Der Startup-Verband setzt sich verstärkt dafür ein, Frauen zu vernetzen. Beim Female Founders Camp ist ein Frühstücksformat allerdings missglückt.

Von Mark Heywinkel

Die Startup-Szene ist eine Männerdomäne: Lediglich in 13 Prozent der jungen Unternehmen stehen laut Angabe des Bundesverbandes Deutscher Startups Frauen an der Spitze. Damit sich künftig ein Gleichgewicht einstellt, setzt sich der Verband mit dem ersten deutschlandweiten Startup-Unternehmerinnen-Netzwerk intensiv für die Vernetzung von Frauen aus jungen Unternehmen ein.

So hat das Netzwerk beim diesjährigen Startup Camp in Berlin Vorträge und Diskussionen speziell für Frauen angeboten: Das Female Founders Camp sollte Gründerinnen und Mitarbeiterinnen dazu dienen, in 13 Sessions Erfahrungen auszutauschen und Strategien zu diskutieren, um in ihren Unternehmen eine Gleichberechtigung der Geschlechter herzustellen.

Vernetzt euch!, lautete dabei das am häufigsten proklamierte Credo, das sich auch als fixer Termin im Programm des Camps wiederfand.

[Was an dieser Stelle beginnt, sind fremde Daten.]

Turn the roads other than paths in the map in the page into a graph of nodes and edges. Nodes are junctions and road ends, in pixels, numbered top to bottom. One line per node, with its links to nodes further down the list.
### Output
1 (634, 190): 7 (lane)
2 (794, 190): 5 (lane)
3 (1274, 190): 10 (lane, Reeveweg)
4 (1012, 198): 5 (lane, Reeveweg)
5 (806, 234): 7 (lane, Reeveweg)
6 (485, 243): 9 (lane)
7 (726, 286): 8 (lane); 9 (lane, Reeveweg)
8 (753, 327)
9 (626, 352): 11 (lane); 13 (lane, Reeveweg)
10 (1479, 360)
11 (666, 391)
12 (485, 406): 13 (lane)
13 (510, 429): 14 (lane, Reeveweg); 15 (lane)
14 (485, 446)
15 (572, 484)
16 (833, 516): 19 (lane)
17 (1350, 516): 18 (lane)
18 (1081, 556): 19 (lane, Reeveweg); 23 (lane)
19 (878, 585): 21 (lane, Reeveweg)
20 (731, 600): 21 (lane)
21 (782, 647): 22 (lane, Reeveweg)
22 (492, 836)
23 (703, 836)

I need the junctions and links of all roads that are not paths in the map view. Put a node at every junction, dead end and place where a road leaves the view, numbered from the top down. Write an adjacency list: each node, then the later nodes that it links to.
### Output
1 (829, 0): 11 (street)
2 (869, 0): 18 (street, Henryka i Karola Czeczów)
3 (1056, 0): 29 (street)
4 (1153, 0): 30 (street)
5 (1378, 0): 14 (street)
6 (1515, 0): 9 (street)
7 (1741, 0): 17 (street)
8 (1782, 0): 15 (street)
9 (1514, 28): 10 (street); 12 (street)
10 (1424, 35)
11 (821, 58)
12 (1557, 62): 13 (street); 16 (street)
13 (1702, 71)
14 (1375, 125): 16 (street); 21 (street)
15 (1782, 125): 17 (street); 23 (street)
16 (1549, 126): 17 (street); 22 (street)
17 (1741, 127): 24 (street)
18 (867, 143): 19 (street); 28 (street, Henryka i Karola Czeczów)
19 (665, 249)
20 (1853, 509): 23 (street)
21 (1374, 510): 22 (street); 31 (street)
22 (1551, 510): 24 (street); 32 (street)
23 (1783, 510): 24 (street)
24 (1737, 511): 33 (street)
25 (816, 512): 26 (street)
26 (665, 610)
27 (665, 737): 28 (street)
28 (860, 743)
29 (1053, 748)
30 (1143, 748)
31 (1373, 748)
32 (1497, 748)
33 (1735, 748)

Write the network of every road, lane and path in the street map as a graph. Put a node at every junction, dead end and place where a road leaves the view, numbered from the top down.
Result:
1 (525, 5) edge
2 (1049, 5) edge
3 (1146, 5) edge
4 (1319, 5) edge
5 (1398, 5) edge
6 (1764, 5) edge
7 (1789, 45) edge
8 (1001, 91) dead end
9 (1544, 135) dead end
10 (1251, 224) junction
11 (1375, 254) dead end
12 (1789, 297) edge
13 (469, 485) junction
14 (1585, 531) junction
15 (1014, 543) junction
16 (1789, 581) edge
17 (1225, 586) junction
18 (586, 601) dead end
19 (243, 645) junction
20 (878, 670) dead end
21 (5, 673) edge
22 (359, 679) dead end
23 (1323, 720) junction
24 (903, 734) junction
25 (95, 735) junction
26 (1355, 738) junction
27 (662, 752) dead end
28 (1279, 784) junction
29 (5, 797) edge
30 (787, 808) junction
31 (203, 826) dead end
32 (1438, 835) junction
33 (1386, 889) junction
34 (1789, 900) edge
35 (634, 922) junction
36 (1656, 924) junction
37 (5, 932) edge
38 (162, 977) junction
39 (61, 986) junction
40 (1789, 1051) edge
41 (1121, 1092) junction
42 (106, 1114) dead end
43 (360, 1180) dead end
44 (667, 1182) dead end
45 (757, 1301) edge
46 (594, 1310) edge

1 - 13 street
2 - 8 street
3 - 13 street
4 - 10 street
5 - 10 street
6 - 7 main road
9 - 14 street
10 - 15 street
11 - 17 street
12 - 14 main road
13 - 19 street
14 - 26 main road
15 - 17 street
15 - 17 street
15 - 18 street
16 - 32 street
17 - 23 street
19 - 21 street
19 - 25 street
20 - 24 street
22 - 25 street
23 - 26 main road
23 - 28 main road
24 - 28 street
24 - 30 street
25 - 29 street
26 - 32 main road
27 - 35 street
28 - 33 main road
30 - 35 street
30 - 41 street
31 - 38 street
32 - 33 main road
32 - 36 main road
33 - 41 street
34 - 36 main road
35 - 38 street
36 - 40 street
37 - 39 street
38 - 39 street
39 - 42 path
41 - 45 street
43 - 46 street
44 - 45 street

Am Samstagmorgen sollten sich die Camp-Teilnehmerinnen beim „Women in Tech and Startups Breakfast“ besser kennenlernen, Kontakte austauschen, netzwerken.

„Hierzu haben wir auch befreundete Initiativen eingeladen, die wir unterstützen und mit denen wir uns fachlich austauschen: die Gekettes, die Witas, RailsGirls und EntreFem“, erklärte Stephanie Renda, Vorstandsmitglied im Startup-Verband und Kuratorin des Female Founders Camps.